John studied law under Arthur St. Clair, Jr., at Cincinnati. For self-support, he wrote in the courthouses at Cincinnati and Lebanon. While a law student in the small town of Cincinnati, he found there were neither social functions nor evening recreations. He joined a society that had a great number of outstanding members, one being Dr. Daniel Drake, then a young physician. His energies were so great that on one occasion, when he was to participate in a debate, he questioned himself about the subject and sat up all night in preparation. His extra effort paid off, for the next evening he was well rewarded for his nights toil.
In 1793 an old press of the Ramage pattern was floated down the Ohio River to Fort Washington, now the site of Cincinnati. On this press was published the Queen City's first "recognized" newspaper, "The Liberty Hall."

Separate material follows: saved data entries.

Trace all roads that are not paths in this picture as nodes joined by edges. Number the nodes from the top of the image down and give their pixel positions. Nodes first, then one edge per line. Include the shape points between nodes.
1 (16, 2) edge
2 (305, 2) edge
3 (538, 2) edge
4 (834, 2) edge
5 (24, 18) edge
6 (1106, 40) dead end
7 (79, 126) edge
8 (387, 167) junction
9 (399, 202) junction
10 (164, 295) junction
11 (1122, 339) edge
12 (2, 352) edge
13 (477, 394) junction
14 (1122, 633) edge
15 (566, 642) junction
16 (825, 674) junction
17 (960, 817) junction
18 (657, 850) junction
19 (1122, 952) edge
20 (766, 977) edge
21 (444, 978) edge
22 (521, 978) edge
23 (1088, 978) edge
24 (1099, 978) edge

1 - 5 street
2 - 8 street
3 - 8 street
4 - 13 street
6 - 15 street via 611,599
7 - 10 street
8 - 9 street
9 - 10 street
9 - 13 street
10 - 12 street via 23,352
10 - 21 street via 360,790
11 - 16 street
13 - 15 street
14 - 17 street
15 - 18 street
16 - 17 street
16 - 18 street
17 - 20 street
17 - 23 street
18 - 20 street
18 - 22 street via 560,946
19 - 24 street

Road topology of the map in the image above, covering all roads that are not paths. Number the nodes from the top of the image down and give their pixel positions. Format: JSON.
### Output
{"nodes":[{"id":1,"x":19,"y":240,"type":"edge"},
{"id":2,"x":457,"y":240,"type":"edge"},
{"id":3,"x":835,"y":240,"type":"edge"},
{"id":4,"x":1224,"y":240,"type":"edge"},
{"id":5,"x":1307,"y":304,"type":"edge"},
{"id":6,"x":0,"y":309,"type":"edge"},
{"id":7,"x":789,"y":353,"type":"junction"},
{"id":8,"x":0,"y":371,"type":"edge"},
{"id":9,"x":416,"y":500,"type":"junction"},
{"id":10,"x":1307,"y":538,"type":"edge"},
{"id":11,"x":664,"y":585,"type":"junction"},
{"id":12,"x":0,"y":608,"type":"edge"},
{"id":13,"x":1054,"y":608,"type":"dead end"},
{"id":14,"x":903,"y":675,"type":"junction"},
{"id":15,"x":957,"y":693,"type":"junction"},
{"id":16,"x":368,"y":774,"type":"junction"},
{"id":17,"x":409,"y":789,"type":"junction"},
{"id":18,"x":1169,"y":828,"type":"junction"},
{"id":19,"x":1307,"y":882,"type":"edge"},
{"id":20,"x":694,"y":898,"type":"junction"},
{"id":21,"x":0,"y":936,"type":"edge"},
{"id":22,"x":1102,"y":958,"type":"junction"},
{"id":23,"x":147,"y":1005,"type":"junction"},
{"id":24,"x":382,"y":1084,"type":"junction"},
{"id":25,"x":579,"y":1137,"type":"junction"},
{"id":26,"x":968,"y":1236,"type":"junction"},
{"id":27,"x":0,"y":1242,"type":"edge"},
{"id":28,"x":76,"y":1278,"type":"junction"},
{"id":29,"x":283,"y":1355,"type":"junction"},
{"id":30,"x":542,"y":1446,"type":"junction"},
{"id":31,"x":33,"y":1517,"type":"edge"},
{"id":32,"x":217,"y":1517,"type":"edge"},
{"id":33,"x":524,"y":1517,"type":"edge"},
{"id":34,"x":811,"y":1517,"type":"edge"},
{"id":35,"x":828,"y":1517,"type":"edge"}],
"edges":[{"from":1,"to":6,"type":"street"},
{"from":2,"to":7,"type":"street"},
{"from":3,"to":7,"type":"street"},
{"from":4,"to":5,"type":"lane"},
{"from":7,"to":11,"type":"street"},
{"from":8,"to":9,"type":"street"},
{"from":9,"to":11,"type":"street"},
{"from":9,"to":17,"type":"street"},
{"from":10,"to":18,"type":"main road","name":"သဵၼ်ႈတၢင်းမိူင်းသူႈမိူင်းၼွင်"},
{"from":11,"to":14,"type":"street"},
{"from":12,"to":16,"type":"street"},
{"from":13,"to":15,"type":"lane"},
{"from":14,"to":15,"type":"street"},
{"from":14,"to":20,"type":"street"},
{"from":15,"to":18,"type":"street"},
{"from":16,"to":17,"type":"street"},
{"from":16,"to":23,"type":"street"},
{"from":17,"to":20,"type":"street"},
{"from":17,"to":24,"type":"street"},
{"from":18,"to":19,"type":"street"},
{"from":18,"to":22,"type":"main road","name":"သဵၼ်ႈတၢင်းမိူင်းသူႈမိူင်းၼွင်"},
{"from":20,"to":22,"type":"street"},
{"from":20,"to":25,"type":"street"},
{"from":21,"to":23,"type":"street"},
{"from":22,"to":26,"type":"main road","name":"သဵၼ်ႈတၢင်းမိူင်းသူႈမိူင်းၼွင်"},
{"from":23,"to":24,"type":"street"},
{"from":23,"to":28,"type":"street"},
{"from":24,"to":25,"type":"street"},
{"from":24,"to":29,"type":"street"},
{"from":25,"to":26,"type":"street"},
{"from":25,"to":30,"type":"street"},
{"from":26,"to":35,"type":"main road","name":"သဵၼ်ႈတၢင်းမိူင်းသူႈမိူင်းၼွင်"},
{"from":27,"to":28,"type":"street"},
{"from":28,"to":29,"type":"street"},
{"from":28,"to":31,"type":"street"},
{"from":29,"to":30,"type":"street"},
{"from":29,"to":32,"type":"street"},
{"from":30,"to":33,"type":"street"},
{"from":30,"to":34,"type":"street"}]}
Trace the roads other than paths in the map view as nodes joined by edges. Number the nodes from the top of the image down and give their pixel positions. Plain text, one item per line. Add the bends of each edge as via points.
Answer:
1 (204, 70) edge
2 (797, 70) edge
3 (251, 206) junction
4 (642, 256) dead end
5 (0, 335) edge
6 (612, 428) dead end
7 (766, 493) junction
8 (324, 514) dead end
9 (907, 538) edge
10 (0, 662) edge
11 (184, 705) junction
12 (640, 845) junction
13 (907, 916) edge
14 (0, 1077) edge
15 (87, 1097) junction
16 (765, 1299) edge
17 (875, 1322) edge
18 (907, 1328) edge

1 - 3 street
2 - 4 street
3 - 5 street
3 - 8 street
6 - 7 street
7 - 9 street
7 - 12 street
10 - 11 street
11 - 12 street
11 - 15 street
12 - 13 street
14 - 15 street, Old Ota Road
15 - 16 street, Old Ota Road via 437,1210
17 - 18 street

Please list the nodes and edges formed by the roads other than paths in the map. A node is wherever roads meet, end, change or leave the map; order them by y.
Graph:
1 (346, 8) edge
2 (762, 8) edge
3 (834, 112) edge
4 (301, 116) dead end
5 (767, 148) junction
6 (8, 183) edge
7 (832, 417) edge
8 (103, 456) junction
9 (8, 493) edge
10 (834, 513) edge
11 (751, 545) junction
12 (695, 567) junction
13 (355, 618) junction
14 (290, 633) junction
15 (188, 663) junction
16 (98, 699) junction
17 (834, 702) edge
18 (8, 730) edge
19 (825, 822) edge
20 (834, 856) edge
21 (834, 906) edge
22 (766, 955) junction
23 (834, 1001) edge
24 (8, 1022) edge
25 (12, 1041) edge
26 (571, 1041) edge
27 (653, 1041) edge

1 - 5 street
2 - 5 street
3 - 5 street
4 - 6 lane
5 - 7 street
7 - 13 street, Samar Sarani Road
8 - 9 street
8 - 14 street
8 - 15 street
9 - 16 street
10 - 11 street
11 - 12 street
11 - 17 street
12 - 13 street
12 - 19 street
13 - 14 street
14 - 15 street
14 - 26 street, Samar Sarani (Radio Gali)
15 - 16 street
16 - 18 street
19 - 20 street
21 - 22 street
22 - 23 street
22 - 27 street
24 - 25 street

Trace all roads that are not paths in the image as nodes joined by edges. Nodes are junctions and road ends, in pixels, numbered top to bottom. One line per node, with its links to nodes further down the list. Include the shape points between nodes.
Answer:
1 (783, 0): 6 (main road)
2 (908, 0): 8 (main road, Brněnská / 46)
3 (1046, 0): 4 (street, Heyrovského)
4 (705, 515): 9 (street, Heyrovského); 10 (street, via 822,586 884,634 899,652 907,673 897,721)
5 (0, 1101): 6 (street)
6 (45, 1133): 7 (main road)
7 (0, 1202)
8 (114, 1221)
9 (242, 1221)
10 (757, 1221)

In 1806, McLean learned the old Ramage press was for sale. Racing against time, he caught the first stage to the Queen City for the express purpose of purchasing it.
He loaded the press and type into a cart and borrowed a yoke of oxen from Judge Gano. He drove the oxen himself to the home of David Fox at Deerfield. Here he remained overnight and the next day proceeded on to Lebanon. His success was assured, and in a few weeks, the primitive old machine was installed and running in the City of Cedars.
That following year, the press began striking off the first edition of The Western Star, a newspaper that still carries the excellent tradition it was founded on. It is at present time the oldest weekly newspaper in Ohio, the first issue being published February 13, 1807.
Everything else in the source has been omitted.